Ia dikenal sebagai muballigh, guru, dan pendidik. Di kediamannya yang berukuran sedang dan sederhana itu juga terdapat beberapa anak santri yang mukim. Mereka belajar di bawah asuhan Habib Husein langsung, yang memang sangat perhatian dengan dunia pendidikan anak-anak dan remaja.
Habib Husein lahir di Jakarta, 21 September 1972, tepatnya di daerah Pasar Minggu. Ada kisah menarik berkaitan dengan kelahirannya di kampung keluarga Al-Haddad, yang terletak di belakang kantor Bakin saat ini.

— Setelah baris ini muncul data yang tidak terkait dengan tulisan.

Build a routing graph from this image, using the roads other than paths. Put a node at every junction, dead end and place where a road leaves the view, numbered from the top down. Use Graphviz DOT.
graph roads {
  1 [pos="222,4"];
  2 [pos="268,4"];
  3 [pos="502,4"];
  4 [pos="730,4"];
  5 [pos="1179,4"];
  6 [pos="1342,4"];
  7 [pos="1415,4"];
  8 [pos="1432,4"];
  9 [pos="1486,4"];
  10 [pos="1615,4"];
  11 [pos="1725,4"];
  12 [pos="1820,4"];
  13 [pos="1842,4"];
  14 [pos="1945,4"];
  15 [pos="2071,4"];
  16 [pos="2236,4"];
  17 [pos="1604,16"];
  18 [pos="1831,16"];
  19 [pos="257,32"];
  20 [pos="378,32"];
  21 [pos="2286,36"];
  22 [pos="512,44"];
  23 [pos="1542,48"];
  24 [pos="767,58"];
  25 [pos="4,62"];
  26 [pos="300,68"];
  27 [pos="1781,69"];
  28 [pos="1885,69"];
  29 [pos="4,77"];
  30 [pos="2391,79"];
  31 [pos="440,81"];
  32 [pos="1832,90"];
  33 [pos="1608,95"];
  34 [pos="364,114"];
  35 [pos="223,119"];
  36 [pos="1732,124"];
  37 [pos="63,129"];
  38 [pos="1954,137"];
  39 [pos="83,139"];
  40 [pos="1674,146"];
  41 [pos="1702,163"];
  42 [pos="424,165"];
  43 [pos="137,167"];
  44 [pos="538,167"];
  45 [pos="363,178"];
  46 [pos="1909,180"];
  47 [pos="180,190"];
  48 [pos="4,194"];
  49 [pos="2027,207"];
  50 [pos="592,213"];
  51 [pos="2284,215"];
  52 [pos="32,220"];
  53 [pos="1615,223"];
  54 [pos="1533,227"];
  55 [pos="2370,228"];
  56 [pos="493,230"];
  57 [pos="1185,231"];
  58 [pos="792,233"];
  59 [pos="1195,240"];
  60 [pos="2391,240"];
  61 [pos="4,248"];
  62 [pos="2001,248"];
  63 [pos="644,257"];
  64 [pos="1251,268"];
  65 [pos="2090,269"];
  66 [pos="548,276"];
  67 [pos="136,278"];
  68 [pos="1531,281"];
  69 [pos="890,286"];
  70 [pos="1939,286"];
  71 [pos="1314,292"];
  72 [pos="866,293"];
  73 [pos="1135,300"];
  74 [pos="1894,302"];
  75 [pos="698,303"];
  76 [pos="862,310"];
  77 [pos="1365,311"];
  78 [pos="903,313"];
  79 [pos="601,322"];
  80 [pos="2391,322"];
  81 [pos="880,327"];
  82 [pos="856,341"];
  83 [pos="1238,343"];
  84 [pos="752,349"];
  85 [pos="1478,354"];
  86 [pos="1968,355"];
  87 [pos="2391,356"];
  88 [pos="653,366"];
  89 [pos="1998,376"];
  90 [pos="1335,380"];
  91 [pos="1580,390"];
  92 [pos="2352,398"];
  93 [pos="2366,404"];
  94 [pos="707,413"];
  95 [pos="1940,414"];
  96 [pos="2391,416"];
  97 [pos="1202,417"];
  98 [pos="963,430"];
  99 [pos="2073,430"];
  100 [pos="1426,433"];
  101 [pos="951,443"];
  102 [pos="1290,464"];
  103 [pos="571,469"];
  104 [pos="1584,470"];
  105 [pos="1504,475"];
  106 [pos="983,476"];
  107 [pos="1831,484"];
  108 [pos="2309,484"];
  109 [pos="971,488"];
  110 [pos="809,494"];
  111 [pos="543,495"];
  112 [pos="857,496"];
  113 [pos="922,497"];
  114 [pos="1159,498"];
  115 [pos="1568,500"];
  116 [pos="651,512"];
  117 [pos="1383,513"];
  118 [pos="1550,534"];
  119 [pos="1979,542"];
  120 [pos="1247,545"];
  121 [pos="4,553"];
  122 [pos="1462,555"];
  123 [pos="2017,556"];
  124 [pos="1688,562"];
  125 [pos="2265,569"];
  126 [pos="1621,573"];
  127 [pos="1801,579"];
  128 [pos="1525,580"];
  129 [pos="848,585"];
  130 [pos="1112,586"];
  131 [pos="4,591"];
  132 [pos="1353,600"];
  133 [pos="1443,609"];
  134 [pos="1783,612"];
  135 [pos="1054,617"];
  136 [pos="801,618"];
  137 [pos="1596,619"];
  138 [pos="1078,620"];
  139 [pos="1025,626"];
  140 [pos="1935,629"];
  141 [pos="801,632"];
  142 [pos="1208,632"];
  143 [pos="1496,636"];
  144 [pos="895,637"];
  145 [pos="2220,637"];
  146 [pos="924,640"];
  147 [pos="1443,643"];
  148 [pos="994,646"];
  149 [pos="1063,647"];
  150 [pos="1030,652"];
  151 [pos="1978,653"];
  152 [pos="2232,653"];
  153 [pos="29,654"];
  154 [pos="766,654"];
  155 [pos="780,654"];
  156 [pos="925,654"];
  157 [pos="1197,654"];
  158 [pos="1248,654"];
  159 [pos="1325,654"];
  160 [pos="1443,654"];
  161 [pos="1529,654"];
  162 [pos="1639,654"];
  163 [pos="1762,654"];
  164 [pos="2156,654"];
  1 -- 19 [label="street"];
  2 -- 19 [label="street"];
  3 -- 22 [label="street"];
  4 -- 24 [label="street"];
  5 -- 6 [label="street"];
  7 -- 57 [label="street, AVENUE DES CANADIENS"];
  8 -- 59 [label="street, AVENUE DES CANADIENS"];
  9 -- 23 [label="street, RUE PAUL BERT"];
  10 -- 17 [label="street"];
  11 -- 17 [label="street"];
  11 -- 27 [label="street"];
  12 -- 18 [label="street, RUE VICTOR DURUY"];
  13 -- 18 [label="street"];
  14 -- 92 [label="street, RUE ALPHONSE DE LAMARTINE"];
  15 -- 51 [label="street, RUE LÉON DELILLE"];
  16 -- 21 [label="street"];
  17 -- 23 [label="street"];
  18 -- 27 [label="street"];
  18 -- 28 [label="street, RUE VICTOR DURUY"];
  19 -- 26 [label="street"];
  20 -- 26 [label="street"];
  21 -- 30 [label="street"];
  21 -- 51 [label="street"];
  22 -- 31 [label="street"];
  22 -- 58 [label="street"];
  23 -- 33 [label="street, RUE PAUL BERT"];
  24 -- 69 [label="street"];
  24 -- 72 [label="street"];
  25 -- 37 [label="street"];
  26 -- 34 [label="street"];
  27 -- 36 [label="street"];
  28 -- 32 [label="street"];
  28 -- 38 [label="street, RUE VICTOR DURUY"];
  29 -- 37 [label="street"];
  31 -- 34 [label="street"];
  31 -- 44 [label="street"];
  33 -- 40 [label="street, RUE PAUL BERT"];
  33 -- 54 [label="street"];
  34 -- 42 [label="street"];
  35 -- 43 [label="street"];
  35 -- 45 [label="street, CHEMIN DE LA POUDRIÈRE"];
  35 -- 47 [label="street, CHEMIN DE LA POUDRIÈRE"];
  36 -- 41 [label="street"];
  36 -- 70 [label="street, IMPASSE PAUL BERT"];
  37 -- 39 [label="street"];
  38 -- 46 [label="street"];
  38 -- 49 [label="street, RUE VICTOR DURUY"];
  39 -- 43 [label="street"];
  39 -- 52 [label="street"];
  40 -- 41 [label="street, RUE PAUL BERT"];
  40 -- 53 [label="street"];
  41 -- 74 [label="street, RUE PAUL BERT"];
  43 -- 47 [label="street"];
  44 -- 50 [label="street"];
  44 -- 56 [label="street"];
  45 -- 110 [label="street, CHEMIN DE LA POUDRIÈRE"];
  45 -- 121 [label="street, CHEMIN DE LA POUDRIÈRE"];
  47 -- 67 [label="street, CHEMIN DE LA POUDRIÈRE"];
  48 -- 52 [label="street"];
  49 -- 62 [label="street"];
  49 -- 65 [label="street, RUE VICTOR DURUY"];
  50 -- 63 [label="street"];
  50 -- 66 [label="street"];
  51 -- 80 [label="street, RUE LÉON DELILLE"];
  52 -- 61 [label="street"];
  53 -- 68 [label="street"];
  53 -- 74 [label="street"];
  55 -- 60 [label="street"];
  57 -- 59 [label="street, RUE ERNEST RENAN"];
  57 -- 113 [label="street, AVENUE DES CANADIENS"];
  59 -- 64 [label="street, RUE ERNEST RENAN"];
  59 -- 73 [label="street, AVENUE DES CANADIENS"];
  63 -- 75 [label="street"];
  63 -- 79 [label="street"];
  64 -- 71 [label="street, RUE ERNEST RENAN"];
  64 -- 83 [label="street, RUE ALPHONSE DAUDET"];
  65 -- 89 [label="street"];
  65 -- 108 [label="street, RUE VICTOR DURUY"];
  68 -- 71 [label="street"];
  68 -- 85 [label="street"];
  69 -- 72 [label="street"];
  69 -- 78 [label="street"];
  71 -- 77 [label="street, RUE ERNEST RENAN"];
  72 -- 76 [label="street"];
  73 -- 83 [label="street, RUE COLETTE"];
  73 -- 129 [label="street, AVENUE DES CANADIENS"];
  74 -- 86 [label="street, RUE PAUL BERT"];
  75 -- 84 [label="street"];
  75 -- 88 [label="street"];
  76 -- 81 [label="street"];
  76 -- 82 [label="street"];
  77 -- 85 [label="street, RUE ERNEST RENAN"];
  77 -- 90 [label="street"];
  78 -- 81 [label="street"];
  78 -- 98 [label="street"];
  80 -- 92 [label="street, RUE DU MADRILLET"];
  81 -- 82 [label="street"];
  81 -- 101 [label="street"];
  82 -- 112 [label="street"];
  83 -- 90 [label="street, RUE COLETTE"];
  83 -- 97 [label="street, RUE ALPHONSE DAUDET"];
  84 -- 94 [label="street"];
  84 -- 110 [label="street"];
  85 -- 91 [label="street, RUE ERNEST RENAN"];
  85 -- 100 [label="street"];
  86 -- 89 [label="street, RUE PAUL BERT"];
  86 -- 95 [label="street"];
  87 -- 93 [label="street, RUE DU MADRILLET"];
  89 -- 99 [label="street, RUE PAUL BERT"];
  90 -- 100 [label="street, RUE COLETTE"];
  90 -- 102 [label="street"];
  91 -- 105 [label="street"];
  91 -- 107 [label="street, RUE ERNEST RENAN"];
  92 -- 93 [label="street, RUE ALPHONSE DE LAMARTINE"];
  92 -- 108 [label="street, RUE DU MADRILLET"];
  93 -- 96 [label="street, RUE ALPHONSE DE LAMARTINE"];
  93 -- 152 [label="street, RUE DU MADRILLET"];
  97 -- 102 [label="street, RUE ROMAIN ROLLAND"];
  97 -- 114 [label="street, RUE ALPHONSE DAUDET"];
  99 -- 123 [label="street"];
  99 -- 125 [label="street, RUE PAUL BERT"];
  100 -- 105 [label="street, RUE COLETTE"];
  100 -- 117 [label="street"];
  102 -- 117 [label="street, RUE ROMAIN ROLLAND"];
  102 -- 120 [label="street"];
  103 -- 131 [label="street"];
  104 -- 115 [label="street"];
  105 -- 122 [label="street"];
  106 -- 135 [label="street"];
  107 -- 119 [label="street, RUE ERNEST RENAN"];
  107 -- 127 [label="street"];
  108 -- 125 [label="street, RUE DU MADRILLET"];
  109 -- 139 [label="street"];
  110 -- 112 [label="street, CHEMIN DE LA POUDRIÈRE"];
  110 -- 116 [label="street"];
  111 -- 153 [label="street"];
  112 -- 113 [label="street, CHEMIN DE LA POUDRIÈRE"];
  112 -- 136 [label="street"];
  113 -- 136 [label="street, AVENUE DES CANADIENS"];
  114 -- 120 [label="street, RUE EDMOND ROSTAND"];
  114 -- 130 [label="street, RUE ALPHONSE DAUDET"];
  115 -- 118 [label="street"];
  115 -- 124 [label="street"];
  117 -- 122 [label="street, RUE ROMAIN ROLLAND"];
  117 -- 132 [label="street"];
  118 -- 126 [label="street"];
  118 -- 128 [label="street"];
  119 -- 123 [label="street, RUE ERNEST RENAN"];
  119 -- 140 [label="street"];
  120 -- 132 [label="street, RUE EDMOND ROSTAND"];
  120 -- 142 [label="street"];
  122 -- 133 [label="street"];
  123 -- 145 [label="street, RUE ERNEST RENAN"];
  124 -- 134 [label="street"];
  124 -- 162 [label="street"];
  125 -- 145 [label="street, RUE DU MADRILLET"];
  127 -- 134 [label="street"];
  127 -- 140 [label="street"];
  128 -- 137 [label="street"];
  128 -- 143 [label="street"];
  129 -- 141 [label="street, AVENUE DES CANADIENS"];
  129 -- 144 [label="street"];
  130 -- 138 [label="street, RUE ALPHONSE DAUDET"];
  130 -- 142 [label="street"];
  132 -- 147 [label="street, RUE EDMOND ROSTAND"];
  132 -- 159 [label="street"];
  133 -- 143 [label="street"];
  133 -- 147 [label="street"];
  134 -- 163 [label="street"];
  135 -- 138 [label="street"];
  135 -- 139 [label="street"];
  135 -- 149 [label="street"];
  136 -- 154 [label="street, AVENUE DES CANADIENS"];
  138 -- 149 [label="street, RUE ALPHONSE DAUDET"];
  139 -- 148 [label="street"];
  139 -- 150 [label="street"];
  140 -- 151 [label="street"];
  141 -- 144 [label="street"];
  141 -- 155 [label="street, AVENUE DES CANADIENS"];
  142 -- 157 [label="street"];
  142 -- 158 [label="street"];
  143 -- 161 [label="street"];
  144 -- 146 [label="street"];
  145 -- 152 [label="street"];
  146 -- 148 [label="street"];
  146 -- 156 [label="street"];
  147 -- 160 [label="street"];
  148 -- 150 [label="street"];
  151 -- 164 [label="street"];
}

Suatu ketika sang kakek, yang terkenal sebagai guru besar ulama-ulama Indonesia, ‘Allamah Al-Habib Ahmad bin Abdullah Assegaf, hijrah dari Solo ke Jakarta. Ia diminta Habib Salim bin Thaha Al-Haddad Pasar Minggu untuk membantu kegiatan majelisnya dalam beberapa tahun. Habib Ahmad, yang memang berkecimpung di dunia pendidikan, tentu sangat senang mendapatkan kehormatan besar itu. Selain mengajar, Habib Ahmad juga menjadi direktur madrasah Jamiat Kheir.
Setelah sekian tahun berada di Jakarta dan beberapa kota besar di Jawa, ia memutuskan untuk pulang ke kampung halamannya, Hadhramaut.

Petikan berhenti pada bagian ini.